The final sample size (2840 participants) would provide >80% power to detect a 50% reduction in the rate of development of T2DM among participants assigned to the lifestyle intervention with a 5% level of significance (two-sided), after no adjustment for losses in follow-up. The follow-up of participants is scheduled to finish in March 2012. Retention of participating health checkup facilities and subjects are critical for the success of this study. Drop-out rates are generally high in lifestyle programs conducted in primary healthcare clinical settings. To secure enough samples for analysis, participants are encouraged to attend an annual health checkup through a letter from the lifestyle support center. The lifestyle support center gives safety advice to prevent sport injuries which could lead to dropping out of the study.

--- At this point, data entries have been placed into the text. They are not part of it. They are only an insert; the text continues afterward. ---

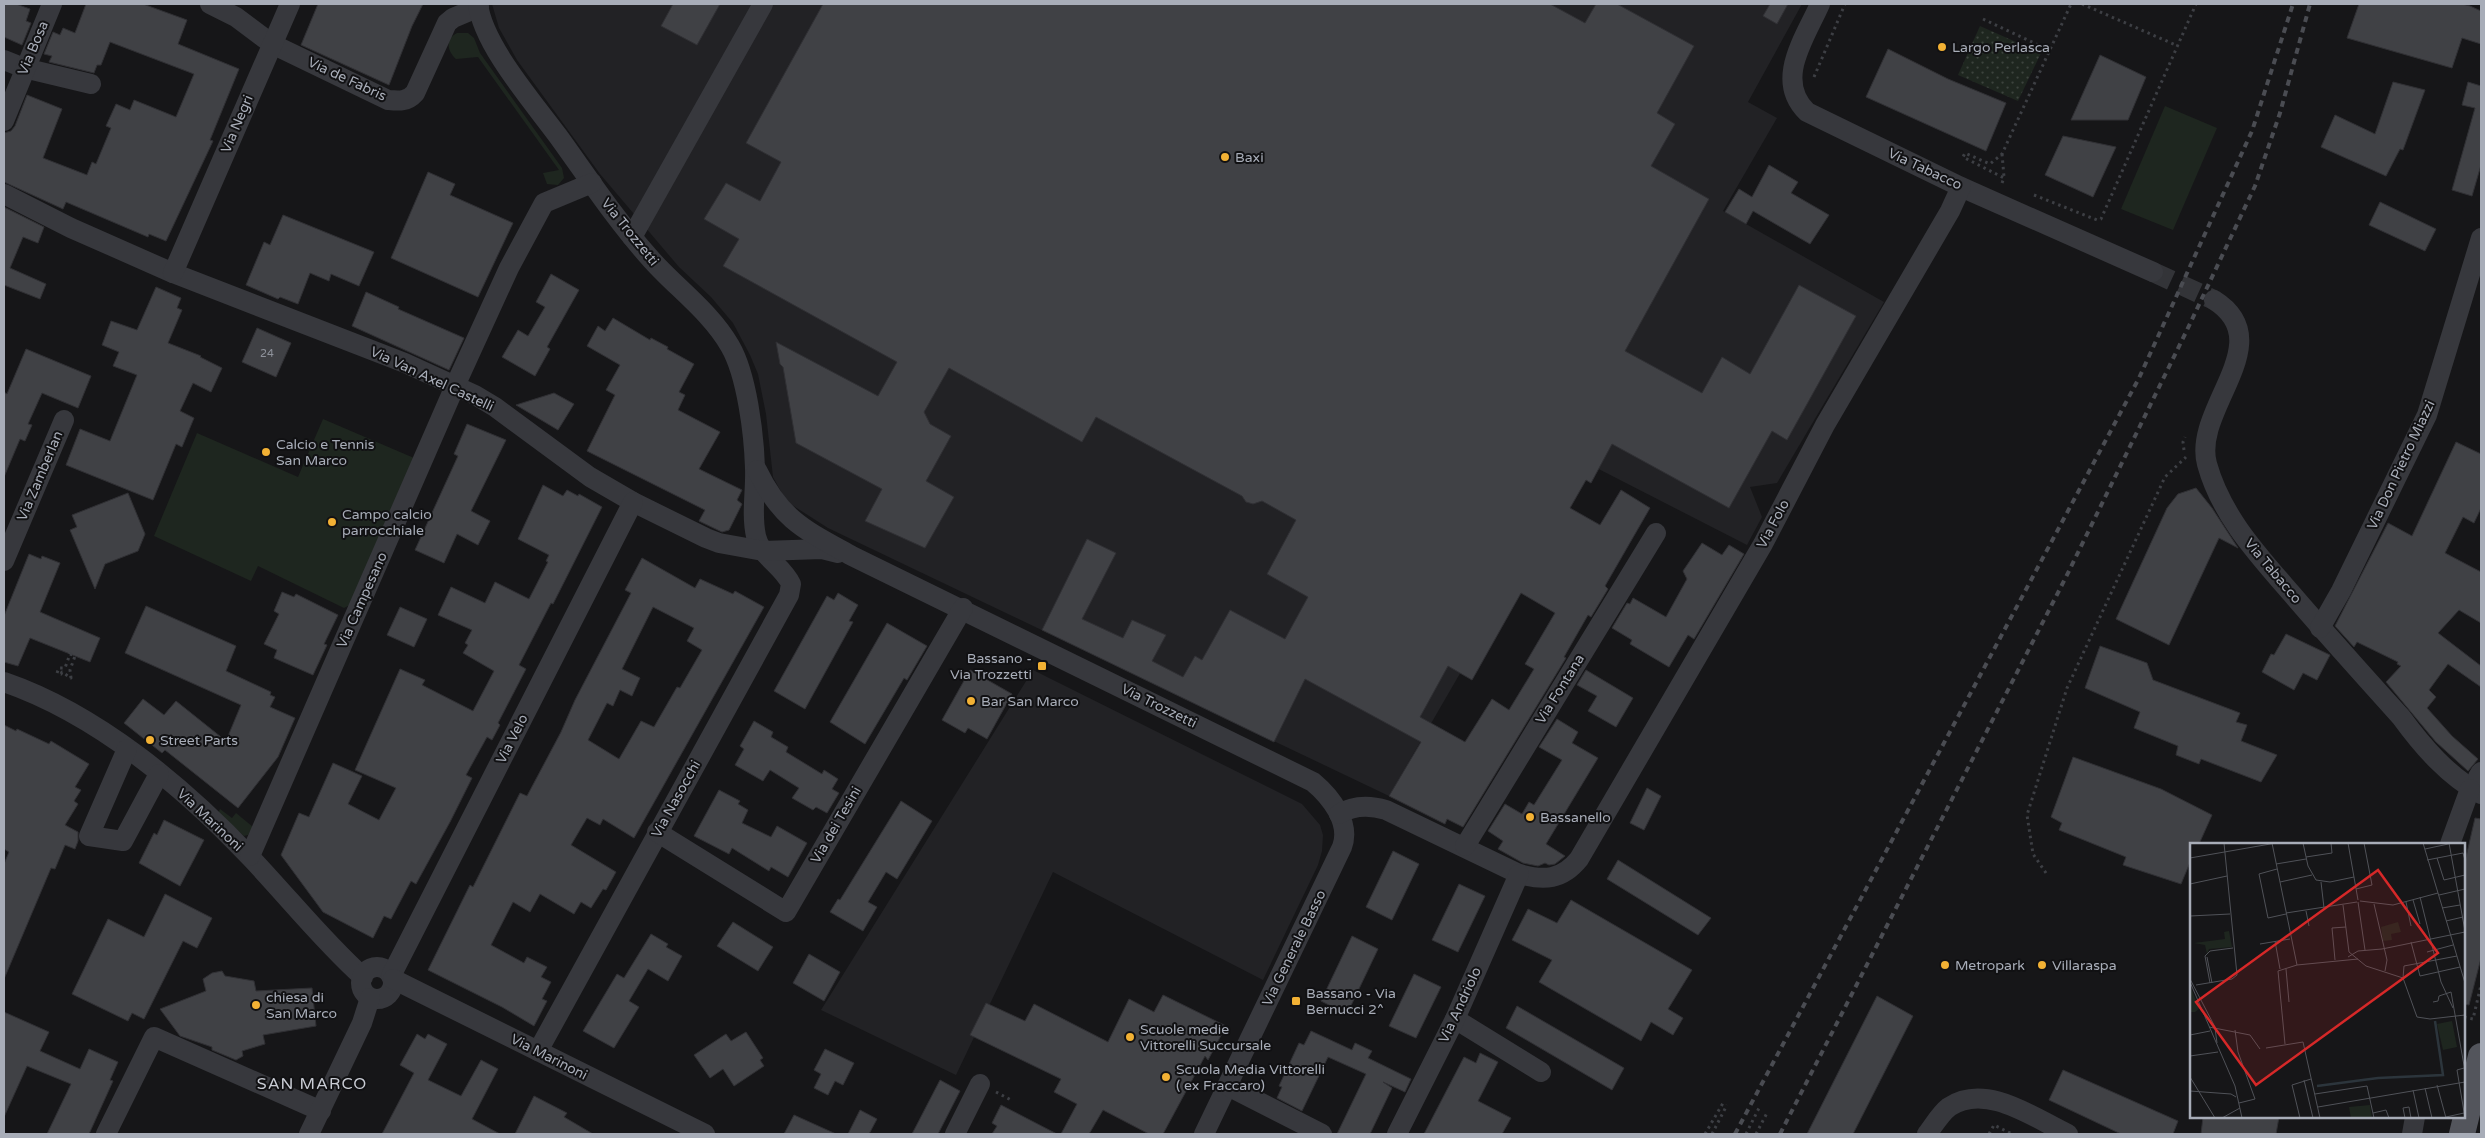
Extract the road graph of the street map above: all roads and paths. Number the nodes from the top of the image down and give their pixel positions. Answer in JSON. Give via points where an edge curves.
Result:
{"nodes":[{"id":1,"x":52,"y":4,"type":"edge"},
{"id":2,"x":210,"y":4,"type":"edge"},
{"id":3,"x":290,"y":4,"type":"edge"},
{"id":4,"x":763,"y":4,"type":"edge"},
{"id":5,"x":1820,"y":4,"type":"edge"},
{"id":6,"x":1844,"y":4,"type":"edge"},
{"id":7,"x":2071,"y":4,"type":"edge"},
{"id":8,"x":2082,"y":4,"type":"edge"},
{"id":9,"x":2196,"y":4,"type":"edge"},
{"id":10,"x":478,"y":6,"type":"edge"},
{"id":11,"x":1983,"y":19,"type":"dead end"},
{"id":12,"x":272,"y":44,"type":"junction"},
{"id":13,"x":2178,"y":46,"type":"junction"},
{"id":14,"x":2050,"y":50,"type":"junction"},
{"id":15,"x":4,"y":60,"type":"edge"},
{"id":16,"x":24,"y":68,"type":"junction"},
{"id":17,"x":1813,"y":79,"type":"dead end"},
{"id":18,"x":91,"y":84,"type":"dead end"},
{"id":19,"x":4,"y":121,"type":"edge"},
{"id":20,"x":2002,"y":154,"type":"junction"},
{"id":21,"x":2004,"y":178,"type":"junction"},
{"id":22,"x":1996,"y":180,"type":"dead end"},
{"id":23,"x":592,"y":183,"type":"junction"},
{"id":24,"x":2002,"y":183,"type":"junction"},
{"id":25,"x":2011,"y":186,"type":"dead end"},
{"id":26,"x":1961,"y":187,"type":"junction"},
{"id":27,"x":2028,"y":193,"type":"dead end"},
{"id":28,"x":4,"y":194,"type":"edge"},
{"id":29,"x":632,"y":237,"type":"junction"},
{"id":30,"x":2481,"y":238,"type":"edge"},
{"id":31,"x":2153,"y":272,"type":"tunnel mouth"},
{"id":32,"x":173,"y":273,"type":"junction"},
{"id":33,"x":2214,"y":300,"type":"tunnel mouth"},
{"id":34,"x":455,"y":386,"type":"junction"},
{"id":35,"x":64,"y":420,"type":"dead end"},
{"id":36,"x":2186,"y":457,"type":"dead end"},
{"id":37,"x":755,"y":467,"type":"junction"},
{"id":38,"x":633,"y":502,"type":"junction"},
{"id":39,"x":1656,"y":533,"type":"dead end"},
{"id":40,"x":763,"y":551,"type":"junction"},
{"id":41,"x":852,"y":556,"type":"junction"},
{"id":42,"x":4,"y":560,"type":"edge"},
{"id":43,"x":963,"y":608,"type":"junction"},
{"id":44,"x":2320,"y":628,"type":"junction"},
{"id":45,"x":71,"y":678,"type":"joint"},
{"id":46,"x":4,"y":682,"type":"edge"},
{"id":47,"x":127,"y":749,"type":"junction"},
{"id":48,"x":159,"y":774,"type":"junction"},
{"id":49,"x":2478,"y":783,"type":"edge"},
{"id":50,"x":1339,"y":814,"type":"junction"},
{"id":51,"x":657,"y":832,"type":"junction"},
{"id":52,"x":2450,"y":843,"type":"edge"},
{"id":53,"x":1465,"y":846,"type":"junction"},
{"id":54,"x":250,"y":856,"type":"junction"},
{"id":55,"x":2046,"y":873,"type":"dead end"},
{"id":56,"x":1519,"y":874,"type":"junction"},
{"id":57,"x":363,"y":976,"type":"junction"},
{"id":58,"x":392,"y":978,"type":"junction"},
{"id":59,"x":2481,"y":985,"type":"edge"},
{"id":60,"x":370,"y":998,"type":"junction"},
{"id":61,"x":2465,"y":1017,"type":"edge"},
{"id":62,"x":1456,"y":1018,"type":"junction"},
{"id":63,"x":538,"y":1051,"type":"junction"},
{"id":64,"x":2481,"y":1056,"type":"edge"},
{"id":65,"x":1540,"y":1072,"type":"dead end"},
{"id":66,"x":980,"y":1084,"type":"dead end"},
{"id":67,"x":1228,"y":1086,"type":"junction"},
{"id":68,"x":1760,"y":1106,"type":"dead end"},
{"id":69,"x":321,"y":1111,"type":"junction"},
{"id":70,"x":1768,"y":1111,"type":"dead end"},
{"id":71,"x":2415,"y":1118,"type":"edge"},
{"id":72,"x":106,"y":1134,"type":"edge"},
{"id":73,"x":309,"y":1134,"type":"edge"},
{"id":74,"x":705,"y":1134,"type":"edge"},
{"id":75,"x":955,"y":1134,"type":"edge"},
{"id":76,"x":1204,"y":1134,"type":"edge"},
{"id":77,"x":1322,"y":1134,"type":"edge"},
{"id":78,"x":1397,"y":1134,"type":"edge"},
{"id":79,"x":1705,"y":1134,"type":"edge"},
{"id":80,"x":1712,"y":1134,"type":"edge"},
{"id":81,"x":1746,"y":1134,"type":"edge"},
{"id":82,"x":1756,"y":1134,"type":"edge"},
{"id":83,"x":1927,"y":1134,"type":"edge"},
{"id":84,"x":1989,"y":1134,"type":"edge"},
{"id":85,"x":2012,"y":1134,"type":"edge"},
{"id":86,"x":2068,"y":1134,"type":"edge"},
{"id":87,"x":2412,"y":1134,"type":"edge"},
{"id":88,"x":2462,"y":1134,"type":"edge"}],
"edges":[{"from":1,"to":16,"type":"street","name":"Via Bosa"},
{"from":2,"to":12,"type":"street","via":[[236,17]]},
{"from":3,"to":12,"type":"street"},
{"from":4,"to":29,"type":"street"},
{"from":5,"to":26,"type":"street","name":"Via Tabacco","via":[[1792,71],[1791,83],[1799,104],[1815,117]]},
{"from":6,"to":17,"type":"path"},
{"from":7,"to":14,"type":"path"},
{"from":8,"to":13,"type":"path"},
{"from":9,"to":13,"type":"path"},
{"from":10,"to":12,"type":"street","name":"Via de Fabris","via":[[452,18],[447,24],[415,93],[406,100],[388,100]]},
{"from":10,"to":23,"type":"street","name":"Via Trozzetti","via":[[490,39],[500,55]]},
{"from":11,"to":14,"type":"path"},
{"from":12,"to":32,"type":"street","name":"Via Negri"},
{"from":13,"to":27,"type":"path","via":[[2101,219]]},
{"from":14,"to":20,"type":"path"},
{"from":15,"to":16,"type":"street"},
{"from":16,"to":18,"type":"street"},
{"from":16,"to":19,"type":"street","name":"Via Bosa"},
{"from":20,"to":21,"type":"path"},
{"from":20,"to":21,"type":"path","via":[[1990,164],[1965,153],[1963,158]]},
{"from":21,"to":24,"type":"path"},
{"from":22,"to":24,"type":"path"},
{"from":23,"to":29,"type":"street","name":"Via Trozzetti"},
{"from":23,"to":34,"type":"street","name":"Via Campesano","via":[[550,199],[540,209]]},
{"from":24,"to":25,"type":"path"},
{"from":26,"to":31,"type":"street","name":"Via Tabacco"},
{"from":26,"to":56,"type":"street","name":"Via Folo","via":[[1824,425],[1763,544],[1579,859],[1571,869],[1547,879]]},
{"from":28,"to":32,"type":"street","name":"Via Van Axel Castelli"},
{"from":29,"to":37,"type":"street","name":"Via Trozzetti","via":[[718,328],[731,348],[747,399]]},
{"from":30,"to":44,"type":"street","name":"Via Don Pietro Miazzi","via":[[2428,415]]},
{"from":32,"to":34,"type":"street","name":"Via Van Axel Castelli","via":[[405,363]]},
{"from":33,"to":44,"type":"street","name":"Via Tabacco","via":[[2232,316],[2238,326],[2240,340],[2238,356],[2205,440],[2211,477],[2216,491],[2249,544]]},
{"from":34,"to":38,"type":"street","name":"Via Van Axel Castelli","via":[[495,407],[570,464]]},
{"from":34,"to":54,"type":"street","name":"Via Campesano"},
{"from":35,"to":42,"type":"street","name":"Via Zamberlan"},
{"from":36,"to":55,"type":"path","via":[[2165,477],[2067,688],[2027,815],[2033,854]]},
{"from":37,"to":40,"type":"street","name":"Via Trozzetti","via":[[756,537]]},
{"from":37,"to":41,"type":"street","name":"Via Trozzetti","via":[[782,512],[800,527]]},
{"from":38,"to":40,"type":"street","name":"Via Van Axel Castelli","via":[[720,544]]},
{"from":38,"to":58,"type":"street","name":"Via Velo"},
{"from":39,"to":53,"type":"street","name":"Via Fontana"},
{"from":40,"to":41,"type":"street","name":"Via Van Axel Castelli","via":[[822,549]]},
{"from":40,"to":51,"type":"street","name":"Via Nasocchi","via":[[789,578],[789,595]]},
{"from":41,"to":43,"type":"street","name":"Via Trozzetti"},
{"from":43,"to":50,"type":"street","name":"Via Trozzetti","via":[[1313,782],[1327,795]]},
{"from":43,"to":51,"type":"street","name":"Via dei Tesini","via":[[786,912]]},
{"from":44,"to":49,"type":"street","name":"Via Tabacco","via":[[2401,717],[2424,748]]},
{"from":45,"to":45,"type":"path","via":[[62,672],[57,673],[59,668],[65,668],[70,654],[75,656]]},
{"from":46,"to":47,"type":"street","name":"Via Marinoni","via":[[49,700],[88,721]]},
{"from":47,"to":48,"type":"street","name":"Via Marinoni"},
{"from":47,"to":48,"type":"street","via":[[89,836],[123,841]]},
{"from":48,"to":54,"type":"street","name":"Via Marinoni"},
{"from":49,"to":52,"type":"street"},
{"from":50,"to":53,"type":"street","via":[[1356,807],[1375,806]]},
{"from":50,"to":67,"type":"street","name":"Via Generale Basso","via":[[1344,831],[1342,848]]},
{"from":51,"to":63,"type":"street","name":"Via Nasocchi"},
{"from":53,"to":56,"type":"street"},
{"from":54,"to":57,"type":"street","name":"Via Marinoni","via":[[333,950]]},
{"from":56,"to":62,"type":"street","name":"Via Andriolo"},
{"from":57,"to":58,"type":"street","via":[[374,968],[384,969]]},
{"from":57,"to":60,"type":"street","via":[[362,988]]},
{"from":58,"to":60,"type":"street","name":"Via Velo","via":[[392,990],[385,998]]},
{"from":58,"to":63,"type":"street","name":"Via Marinoni"},
{"from":59,"to":61,"type":"path","via":[[2473,1019]]},
{"from":60,"to":69,"type":"street","via":[[362,1023]]},
{"from":62,"to":65,"type":"street"},
{"from":62,"to":78,"type":"street","name":"Via Andriolo"},
{"from":63,"to":74,"type":"street","name":"Via Marinoni"},
{"from":64,"to":88,"type":"main road"},
{"from":66,"to":75,"type":"street"},
{"from":67,"to":76,"type":"street","name":"Via Generale Basso"},
{"from":67,"to":77,"type":"street"},
{"from":68,"to":81,"type":"path"},
{"from":69,"to":72,"type":"street","via":[[154,1037]]},
{"from":69,"to":73,"type":"street"},
{"from":70,"to":82,"type":"path"},
{"from":71,"to":87,"type":"street"},
{"from":79,"to":80,"type":"path","via":[[1725,1104]]},
{"from":83,"to":86,"type":"street","via":[[1950,1106],[1974,1098],[1996,1101]]},
{"from":84,"to":85,"type":"path","via":[[1994,1125]]}]}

BMI and the Metabolic Syndrome

We included not only overweight and obese subjects, but also subjects with a BMI of < 23 kg/m2. Therefore, the BMI ranged widely from <18.5 to >30 in our study subjects with an average value of 24.3. Only 39.0% of men and 30.1% of women had a BMI of ≥25 kg/m2. Compared with western populations, obesity is less common in our general population [54]. It has also been reported that about 25% of subjects with impaired glucose tolerance have normal or even underweight categories of BMI [36]. It seems that the relationship between BMI and the risk of diabetes is not so straightforward in our population. Thus, we did not set eligibility criteria in terms of BMI. It would be of interest to study the incidence of diabetes and see what strategies are effective to prevent the development of diabetes in those with a lower BMI. In 2008, the concept of the Metabolic Syndrome was introduced in the health checkup program in our country [55]. Mukai et al. suggested that the Metabolic Syndrome significantly increased the risk of incident T2DM, irrespective of the presence or absence of impaired fasting glucose(IFG), and is therefore a valuable tool to identify individuals at high risk of T2DM in the general population in Japan [56]. In this study, we found 39.8% of men and 24.8% of women have ≥3 risk factors for cardiovascular diseases, suggesting they have the Metabolic Syndrome. The present study would allow us to compare the incidence of T2DM in IFG subjects with or without the Metabolic Syndrome in a subanalysis.

Limitations

This study has several potential limitations. One is that we identified high risk subjects using fasting plasma glucose. We will follow them as to the development of diabetes using fasting plasma glucose determined at annual health checkups and a questionnaire. We do not add any other biochemical examinations such as the oral glucose tolerance test. Therefore, we may miss diabetic subjects having normal fasting but elevated 2 h plasma glucose levels [5759]. We may also miss subjects with IGT, IFG and IGT, both associated with a substantially increased risk of developing diabetes, are considered to be of a different entity. In the majority of populations thus far studied, IGT is more prevalent than IFG. Thus, we must be careful in interpreting results. It is possible that the efficiency of identifying high-risk subjects will be increased by combining FPG and HbA1c data [60]. This study used results obtained in 2006 annual health checkups as baseline data. At that time, only 58.5% of participating checkup sites included the measurement of HbA1c as a health checkup item. Second, the present study lacks information on the use of drugs, such as fibrate, nicotinic acid, and fish oil, which affect the metabolism of HDL-cholesterol and triglycerides. This may have led us to underestimate the prevalence of the Metabolic Syndrome. Third, participants were predominantly from workplaces. We did not succeed in recruiting more participants from communities. Since men outnumber women in many workplaces in Japan, the study population was predominantly male. This bias may limit the generalizability of our results.

Conclusions

We have launched J-DOIT1, a nation-wide cluster randomized controlled trial to prevent development of T2DM in high-risk individuals using telephone-delivered intervention. Using annual health checkup data, a large cohort has been developed and successfully randomized. This trial is expected to contribute to evidence-based real-world preventive practices.